You see, people were seeing only the overall objective, but never researching deeply enough to understand the details – which, more often than not, made life easier than their poor understanding allowed. They worked on a ‘you can’t do that’ basis instead of finding out what you could do.
They’d been given a fish, but not taught how to fish.
Giving fish is how young people seem to be learning, these days. Ideologies proliferate without question, which is troubling. Blind obeisance to the prevailing wisdom is causing old, practically settled identity politics to rear its ugly head again, because ideologues shout louder than people who challenge those ides with analysis, research, considered reasoning, appropriate questions and robust challenge (see what I did there?). The worst example is Critical Race Theory, which appears to be a form of reverse-racism, in that three or four decades after the question was settled in principal (it will never be settled in universal practice, fact of life), now those who accepted the responsibility for overcoming all the isms – and arguably the belated credit for doing so – are now expected to account for their guilt for offence caused a hundred years or more ago.

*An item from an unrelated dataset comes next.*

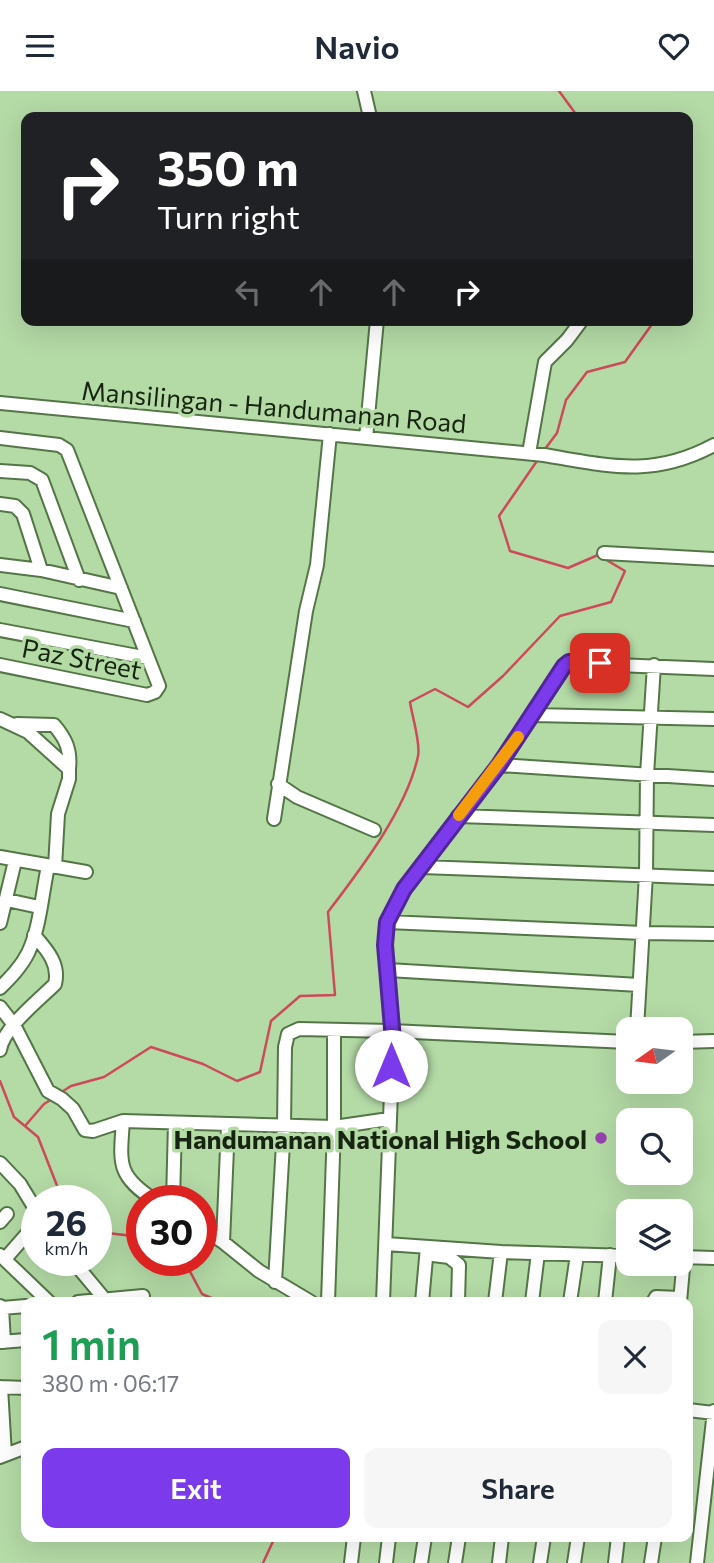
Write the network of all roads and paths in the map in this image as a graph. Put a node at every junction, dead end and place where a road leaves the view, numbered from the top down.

Apparently, me, born 1961, must accept guilt for 18th century slavery despite the fact that me, born 1961, never knowingly owned or trafficked a slave.
It’s divisive, and the shouty side is trying to stifle debate either because it has no reasoned argument, or because there is a terrifying motive behind it. In other words, I believe that the unintended consequences of their violent demand for tolerance will be even more intolerant division. They must actually want that, and we’ll all have to pick our side. (And by the way, their leaders never put their heads above the parapet, like most Marxist generalissimos.)
Well done, educators. You’ve fed our kids poisonous fish, stifled challenge, invented reason, and now the rest of us are reaping the rewards of your stupidity. Or, at best, you’ve sat by and let it happen.
It’s not too late. You can stop imposing your ideas on the young and, instead, debate with them. If your ideas are valid, then they will stand. If not, they should die. If you’re quiet, stand up and be counted.
Doing that will take character and competence. And it’s the best service you could ever provide.
In conclusion, let me put it this way – an intellectual argument for CRT is the same as an intellectual argument for that rectangular pile of concrete blocks in the Tate gallery.